Doy menos importancia a la adhesión de una gran mayoría que a la inteligencia de los individuos autónomos que es, por su voluntad de autenticidad, el antídoto del elitismo intelectual.
Lenta pero ineluctable, la transmutación de la perspectiva ilumina la renovación y el sitio donde se realiza la reunificación de lo existencial y lo social. El combate individual y el combate por una sociedad auténticamente humana son uno y el mismo.
La vida no necesita ni amos, ni cultos, ni partidos.
El gozo es la violencia pacífica de lo vivo que prolifera en nosotros y a nuestro alrededor. El gozo es la gratuidad que nos ha conferido una conciencia capaz de humanizar esa violencia.

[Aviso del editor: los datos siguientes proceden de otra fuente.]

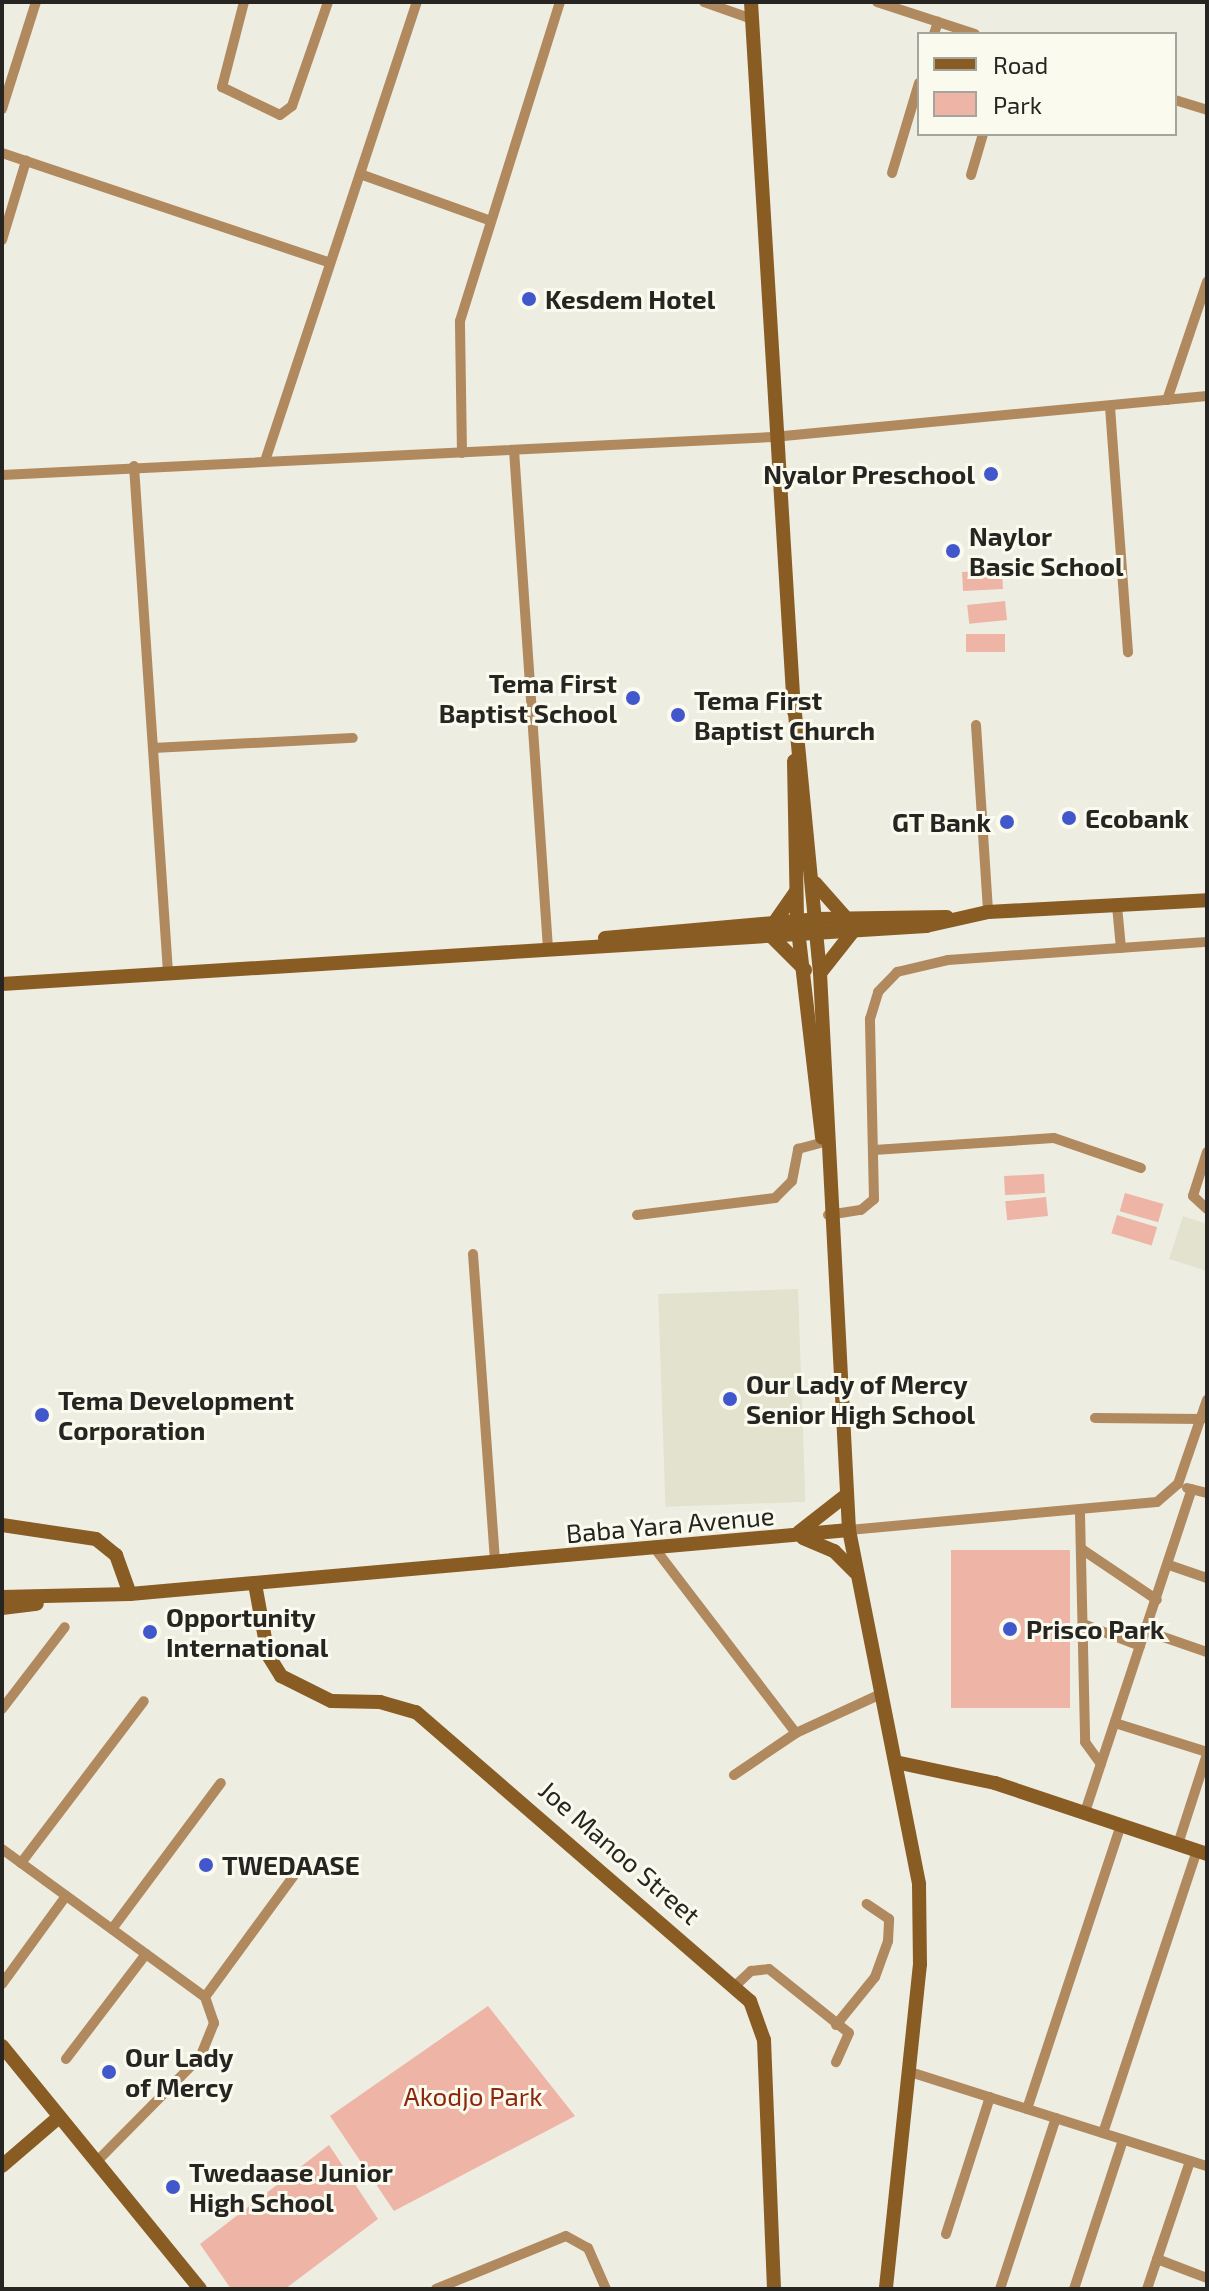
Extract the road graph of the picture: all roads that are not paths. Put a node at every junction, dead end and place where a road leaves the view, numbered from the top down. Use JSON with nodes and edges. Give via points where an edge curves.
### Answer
{"nodes":[{"id":1,"x":36,"y":2,"type":"edge"},
{"id":2,"x":244,"y":2,"type":"edge"},
{"id":3,"x":328,"y":2,"type":"edge"},
{"id":4,"x":417,"y":2,"type":"edge"},
{"id":5,"x":560,"y":2,"type":"edge"},
{"id":6,"x":704,"y":2,"type":"edge"},
{"id":7,"x":751,"y":2,"type":"edge"},
{"id":8,"x":877,"y":2,"type":"edge"},
{"id":9,"x":752,"y":19,"type":"junction"},
{"id":10,"x":938,"y":22,"type":"junction"},
{"id":11,"x":935,"y":32,"type":"edge"},
{"id":12,"x":969,"y":32,"type":"edge"},
{"id":13,"x":917,"y":90,"type":"edge"},
{"id":14,"x":1177,"y":101,"type":"edge"},
{"id":15,"x":2,"y":109,"type":"edge"},
{"id":16,"x":1207,"y":110,"type":"edge"},
{"id":17,"x":982,"y":136,"type":"edge"},
{"id":18,"x":2,"y":153,"type":"edge"},
{"id":19,"x":26,"y":161,"type":"junction"},
{"id":20,"x":892,"y":173,"type":"dead end"},
{"id":21,"x":360,"y":174,"type":"junction"},
{"id":22,"x":971,"y":175,"type":"dead end"},
{"id":23,"x":491,"y":221,"type":"junction"},
{"id":24,"x":2,"y":240,"type":"edge"},
{"id":25,"x":330,"y":263,"type":"junction"},
{"id":26,"x":1207,"y":282,"type":"edge"},
{"id":27,"x":1207,"y":396,"type":"edge"},
{"id":28,"x":1167,"y":400,"type":"junction"},
{"id":29,"x":1110,"y":407,"type":"junction"},
{"id":30,"x":773,"y":437,"type":"junction"},
{"id":31,"x":514,"y":450,"type":"junction"},
{"id":32,"x":462,"y":453,"type":"junction"},
{"id":33,"x":265,"y":461,"type":"junction"},
{"id":34,"x":134,"y":466,"type":"junction"},
{"id":35,"x":2,"y":475,"type":"edge"},
{"id":36,"x":1128,"y":652,"type":"dead end"},
{"id":37,"x":794,"y":703,"type":"junction"},
{"id":38,"x":976,"y":725,"type":"dead end"},
{"id":39,"x":353,"y":738,"type":"dead end"},
{"id":40,"x":153,"y":748,"type":"junction"},
{"id":41,"x":812,"y":879,"type":"junction"},
{"id":42,"x":796,"y":892,"type":"junction"},
{"id":43,"x":1207,"y":900,"type":"edge"},
{"id":44,"x":1117,"y":906,"type":"junction"},
{"id":45,"x":988,"y":912,"type":"junction"},
{"id":46,"x":850,"y":924,"type":"junction"},
{"id":47,"x":817,"y":926,"type":"junction"},
{"id":48,"x":798,"y":927,"type":"junction"},
{"id":49,"x":772,"y":928,"type":"junction"},
{"id":50,"x":1207,"y":942,"type":"edge"},
{"id":51,"x":548,"y":945,"type":"junction"},
{"id":52,"x":1121,"y":948,"type":"junction"},
{"id":53,"x":813,"y":971,"type":"junction"},
{"id":54,"x":168,"y":973,"type":"junction"},
{"id":55,"x":2,"y":984,"type":"edge"},
{"id":56,"x":824,"y":1142,"type":"junction"},
{"id":57,"x":874,"y":1150,"type":"junction"},
{"id":58,"x":1207,"y":1152,"type":"edge"},
{"id":59,"x":1141,"y":1168,"type":"dead end"},
{"id":60,"x":1207,"y":1209,"type":"edge"},
{"id":61,"x":637,"y":1215,"type":"dead end"},
{"id":62,"x":828,"y":1215,"type":"junction"},
{"id":63,"x":473,"y":1254,"type":"dead end"},
{"id":64,"x":1207,"y":1400,"type":"edge"},
{"id":65,"x":1095,"y":1418,"type":"dead end"},
{"id":66,"x":1202,"y":1419,"type":"junction"},
{"id":67,"x":1178,"y":1484,"type":"junction"},
{"id":68,"x":1192,"y":1489,"type":"junction"},
{"id":69,"x":1207,"y":1493,"type":"edge"},
{"id":70,"x":845,"y":1496,"type":"junction"},
{"id":71,"x":1080,"y":1514,"type":"junction"},
{"id":72,"x":2,"y":1525,"type":"edge"},
{"id":73,"x":849,"y":1530,"type":"junction"},
{"id":74,"x":790,"y":1537,"type":"junction"},
{"id":75,"x":656,"y":1550,"type":"junction"},
{"id":76,"x":1083,"y":1550,"type":"junction"},
{"id":77,"x":495,"y":1563,"type":"junction"},
{"id":78,"x":1169,"y":1565,"type":"junction"},
{"id":79,"x":855,"y":1572,"type":"junction"},
{"id":80,"x":1207,"y":1578,"type":"edge"},
{"id":81,"x":255,"y":1584,"type":"junction"},
{"id":82,"x":130,"y":1594,"type":"junction"},
{"id":83,"x":109,"y":1595,"type":"junction"},
{"id":84,"x":2,"y":1597,"type":"edge"},
{"id":85,"x":1157,"y":1600,"type":"junction"},
{"id":86,"x":2,"y":1608,"type":"edge"},
{"id":87,"x":1083,"y":1624,"type":"junction"},
{"id":88,"x":65,"y":1627,"type":"dead end"},
{"id":89,"x":1146,"y":1631,"type":"junction"},
{"id":90,"x":1140,"y":1646,"type":"junction"},
{"id":91,"x":1207,"y":1652,"type":"edge"},
{"id":92,"x":883,"y":1693,"type":"junction"},
{"id":93,"x":144,"y":1701,"type":"dead end"},
{"id":94,"x":2,"y":1709,"type":"edge"},
{"id":95,"x":1115,"y":1723,"type":"junction"},
{"id":96,"x":796,"y":1733,"type":"junction"},
{"id":97,"x":1207,"y":1753,"type":"edge"},
{"id":98,"x":900,"y":1763,"type":"junction"},
{"id":99,"x":1101,"y":1764,"type":"junction"},
{"id":100,"x":734,"y":1775,"type":"dead end"},
{"id":101,"x":221,"y":1783,"type":"dead end"},
{"id":102,"x":1085,"y":1812,"type":"junction"},
{"id":103,"x":1121,"y":1825,"type":"junction"},
{"id":104,"x":1178,"y":1844,"type":"junction"},
{"id":105,"x":2,"y":1849,"type":"edge"},
{"id":106,"x":1202,"y":1852,"type":"edge"},
{"id":107,"x":21,"y":1863,"type":"junction"},
{"id":108,"x":300,"y":1867,"type":"dead end"},
{"id":109,"x":66,"y":1896,"type":"junction"},
{"id":110,"x":867,"y":1904,"type":"dead end"},
{"id":111,"x":112,"y":1929,"type":"junction"},
{"id":112,"x":146,"y":1954,"type":"junction"},
{"id":113,"x":2,"y":1984,"type":"edge"},
{"id":114,"x":736,"y":1985,"type":"junction"},
{"id":115,"x":205,"y":1997,"type":"junction"},
{"id":116,"x":836,"y":2025,"type":"junction"},
{"id":117,"x":2,"y":2046,"type":"edge"},
{"id":118,"x":66,"y":2059,"type":"dead end"},
{"id":119,"x":836,"y":2062,"type":"dead end"},
{"id":120,"x":907,"y":2071,"type":"junction"},
{"id":121,"x":990,"y":2097,"type":"junction"},
{"id":122,"x":1027,"y":2109,"type":"junction"},
{"id":123,"x":59,"y":2117,"type":"junction"},
{"id":124,"x":1056,"y":2118,"type":"junction"},
{"id":125,"x":1103,"y":2133,"type":"junction"},
{"id":126,"x":1123,"y":2140,"type":"junction"},
{"id":127,"x":1190,"y":2161,"type":"junction"},
{"id":128,"x":96,"y":2162,"type":"junction"},
{"id":129,"x":2,"y":2166,"type":"edge"},
{"id":130,"x":1207,"y":2166,"type":"edge"},
{"id":131,"x":946,"y":2234,"type":"dead end"},
{"id":132,"x":1157,"y":2259,"type":"junction"},
{"id":133,"x":1207,"y":2278,"type":"edge"},
{"id":134,"x":449,"y":2287,"type":"edge"},
{"id":135,"x":200,"y":2289,"type":"edge"},
{"id":136,"x":436,"y":2289,"type":"edge"},
{"id":137,"x":606,"y":2289,"type":"edge"},
{"id":138,"x":774,"y":2289,"type":"edge"},
{"id":139,"x":886,"y":2289,"type":"edge"},
{"id":140,"x":1000,"y":2289,"type":"edge"},
{"id":141,"x":1074,"y":2289,"type":"edge"},
{"id":142,"x":1147,"y":2289,"type":"edge"}],
"edges":[{"from":1,"to":15,"type":"street"},
{"from":2,"to":3,"type":"street","via":[[222,87],[280,115],[292,106]]},
{"from":4,"to":21,"type":"street"},
{"from":5,"to":23,"type":"street"},
{"from":6,"to":9,"type":"street"},
{"from":7,"to":9,"type":"main road"},
{"from":8,"to":10,"type":"street"},
{"from":9,"to":30,"type":"main road"},
{"from":10,"to":11,"type":"street"},
{"from":10,"to":12,"type":"street"},
{"from":13,"to":20,"type":"street"},
{"from":14,"to":16,"type":"street"},
{"from":17,"to":22,"type":"street"},
{"from":18,"to":19,"type":"street"},
{"from":19,"to":24,"type":"street"},
{"from":19,"to":25,"type":"street"},
{"from":21,"to":23,"type":"street"},
{"from":21,"to":25,"type":"street"},
{"from":23,"to":32,"type":"street","via":[[460,321]]},
{"from":25,"to":33,"type":"street"},
{"from":26,"to":28,"type":"street"},
{"from":27,"to":28,"type":"street"},
{"from":28,"to":29,"type":"street"},
{"from":29,"to":30,"type":"street"},
{"from":29,"to":36,"type":"street"},
{"from":30,"to":31,"type":"street"},
{"from":30,"to":37,"type":"main road"},
{"from":31,"to":32,"type":"street"},
{"from":31,"to":51,"type":"street"},
{"from":32,"to":33,"type":"street"},
{"from":33,"to":34,"type":"street"},
{"from":34,"to":35,"type":"street"},
{"from":34,"to":40,"type":"street"},
{"from":37,"to":41,"type":"main road"},
{"from":37,"to":42,"type":"main road"},
{"from":38,"to":45,"type":"street"},
{"from":39,"to":40,"type":"street"},
{"from":40,"to":54,"type":"street"},
{"from":41,"to":46,"type":"main road"},
{"from":41,"to":47,"type":"main road"},
{"from":42,"to":48,"type":"main road"},
{"from":42,"to":49,"type":"main road"},
{"from":43,"to":44,"type":"main road"},
{"from":44,"to":45,"type":"main road"},
{"from":44,"to":52,"type":"street"},
{"from":45,"to":46,"type":"main road"},
{"from":46,"to":47,"type":"main road"},
{"from":46,"to":53,"type":"main road"},
{"from":47,"to":48,"type":"main road"},
{"from":47,"to":53,"type":"main road"},
{"from":48,"to":49,"type":"main road"},
{"from":48,"to":53,"type":"main road"},
{"from":49,"to":51,"type":"main road"},
{"from":49,"to":53,"type":"main road"},
{"from":50,"to":52,"type":"street"},
{"from":51,"to":54,"type":"main road"},
{"from":52,"to":57,"type":"street","via":[[932,962],[887,979],[870,1019]]},
{"from":53,"to":56,"type":"main road"},
{"from":54,"to":55,"type":"main road"},
{"from":56,"to":61,"type":"street","via":[[798,1149],[792,1181],[775,1198]]},
{"from":56,"to":62,"type":"main road"},
{"from":57,"to":59,"type":"street","via":[[1054,1138]]},
{"from":57,"to":62,"type":"street","via":[[874,1199],[861,1210]]},
{"from":58,"to":60,"type":"street","via":[[1193,1199]]},
{"from":62,"to":70,"type":"main road"},
{"from":63,"to":77,"type":"street"},
{"from":64,"to":66,"type":"street"},
{"from":65,"to":66,"type":"street"},
{"from":66,"to":67,"type":"street"},
{"from":67,"to":68,"type":"street"},
{"from":67,"to":71,"type":"street","via":[[1157,1502]]},
{"from":68,"to":69,"type":"street"},
{"from":68,"to":78,"type":"street"},
{"from":70,"to":73,"type":"main road"},
{"from":70,"to":74,"type":"main road"},
{"from":71,"to":73,"type":"street"},
{"from":71,"to":76,"type":"street"},
{"from":72,"to":82,"type":"main road","via":[[109,1546]]},
{"from":73,"to":74,"type":"main road","name":"Baba Yara Avenue"},
{"from":73,"to":79,"type":"main road"},
{"from":74,"to":75,"type":"main road","name":"Baba Yara Avenue"},
{"from":74,"to":79,"type":"main road","via":[[834,1551]]},
{"from":75,"to":77,"type":"main road","name":"Baba Yara Avenue"},
{"from":75,"to":96,"type":"street"},
{"from":76,"to":85,"type":"street"},
{"from":76,"to":87,"type":"street"},
{"from":77,"to":81,"type":"main road","name":"Baba Yara Avenue"},
{"from":78,"to":80,"type":"street"},
{"from":78,"to":85,"type":"street"},
{"from":79,"to":92,"type":"main road"},
{"from":81,"to":82,"type":"main road","name":"Baba Yara Avenue"},
{"from":81,"to":114,"type":"main road","name":"Joe Manoo Street","via":[[268,1655],[281,1676],[331,1701],[380,1702],[416,1712]]},
{"from":82,"to":83,"type":"main road","name":"Baba Yara Avenue"},
{"from":83,"to":84,"type":"main road","name":"Baba Yara Avenue"},
{"from":83,"to":86,"type":"main road","name":"Baba Yara Avenue"},
{"from":85,"to":89,"type":"street"},
{"from":87,"to":90,"type":"street"},
{"from":87,"to":99,"type":"street","via":[[1085,1742]]},
{"from":88,"to":94,"type":"street"},
{"from":89,"to":90,"type":"street"},
{"from":89,"to":91,"type":"street"},
{"from":90,"to":95,"type":"street"},
{"from":92,"to":96,"type":"street"},
{"from":92,"to":98,"type":"main road"},
{"from":93,"to":107,"type":"street"},
{"from":95,"to":97,"type":"street"},
{"from":95,"to":99,"type":"street"},
{"from":96,"to":100,"type":"street"},
{"from":97,"to":104,"type":"street"},
{"from":98,"to":102,"type":"main road","via":[[947,1770]]},
{"from":98,"to":120,"type":"main road","via":[[921,1923]]},
{"from":99,"to":102,"type":"street"},
{"from":101,"to":111,"type":"street"},
{"from":102,"to":103,"type":"main road"},
{"from":103,"to":104,"type":"main road"},
{"from":103,"to":122,"type":"street"},
{"from":104,"to":106,"type":"main road"},
{"from":105,"to":107,"type":"street"},
{"from":106,"to":125,"type":"street"},
{"from":107,"to":109,"type":"street"},
{"from":108,"to":115,"type":"street"},
{"from":109,"to":111,"type":"street"},
{"from":109,"to":113,"type":"street"},
{"from":110,"to":116,"type":"street","via":[[889,1919],[888,1941],[875,1977]]},
{"from":111,"to":112,"type":"street"},
{"from":112,"to":115,"type":"street"},
{"from":112,"to":118,"type":"street"},
{"from":114,"to":116,"type":"street","via":[[751,1971],[769,1969]]},
{"from":114,"to":138,"type":"main road","name":"Joe Manoo Street","via":[[760,2020],[764,2040]]},
{"from":115,"to":128,"type":"street","via":[[214,2023],[201,2056]]},
{"from":116,"to":119,"type":"street","via":[[849,2039]]},
{"from":117,"to":123,"type":"main road"},
{"from":120,"to":121,"type":"street"},
{"from":120,"to":139,"type":"main road"},
{"from":121,"to":122,"type":"street"},
{"from":121,"to":131,"type":"street"},
{"from":122,"to":124,"type":"street"},
{"from":123,"to":128,"type":"main road"},
{"from":123,"to":129,"type":"main road"},
{"from":124,"to":125,"type":"street"},
{"from":124,"to":140,"type":"street"},
{"from":125,"to":126,"type":"street"},
{"from":126,"to":127,"type":"street"},
{"from":126,"to":141,"type":"street"},
{"from":127,"to":130,"type":"street"},
{"from":127,"to":132,"type":"street"},
{"from":128,"to":135,"type":"main road"},
{"from":132,"to":133,"type":"street"},
{"from":132,"to":142,"type":"street"},
{"from":134,"to":136,"type":"street"},
{"from":134,"to":137,"type":"street","via":[[566,2236],[588,2248]]}]}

¡Reconstruyamos la Tierra, hagamos de nuestros pueblos, de nuestros barrios, de nuestras regiones unos oasis que lo vivo vuelva inexpugnables!
Traducción de Sagrario da Saúde. Este artículo forma parte del libro: “Abrir lo imposible“, de Raoul Vaneigem, publicado en la colección Libros del Don, de Comunizar.
Notas:
1 Referencia a los Restos du Cœur o Restaurants du Cœur, que puede traducirse como Restaurantes del corazón. Es una organización caritativa fundada en Francia, en 1985, por iniciativa del comediante francés Coluche para distribuir alimentos y comidas preparadas a los más pobres de la sociedad. Todavía están en funcionamiento.
2 «¡Viva la muerte, muera la inteligencia!» fue el grito de las tropas fascistas de Franco durante el sitio de Madrid. Se trata de un lema acuñado por José Millán Astray, primer teniente coronel de la Legión española, durante un discurso de Miguel de Unamuno, rector de la Universidad de Salamanca, con motivo de la celebración del Día de la Hispanidad de 1936. Unamuno contestó al grito de Millán: «Venceréis, pero no convenceréis».
3 En inglés en el original. La expresión puede traducirse como «tierra de nadie».
4 En inglés en el original. La expresión puede traducirse como un «hombre que se hace a sí mismo» y corresponde a un arquetipo surgido en la cultura estadounidense para designar a aquellas personas cuyo éxito económico surge de un esfuerzo personal incensante. Corresponde a la figura del emprendedor.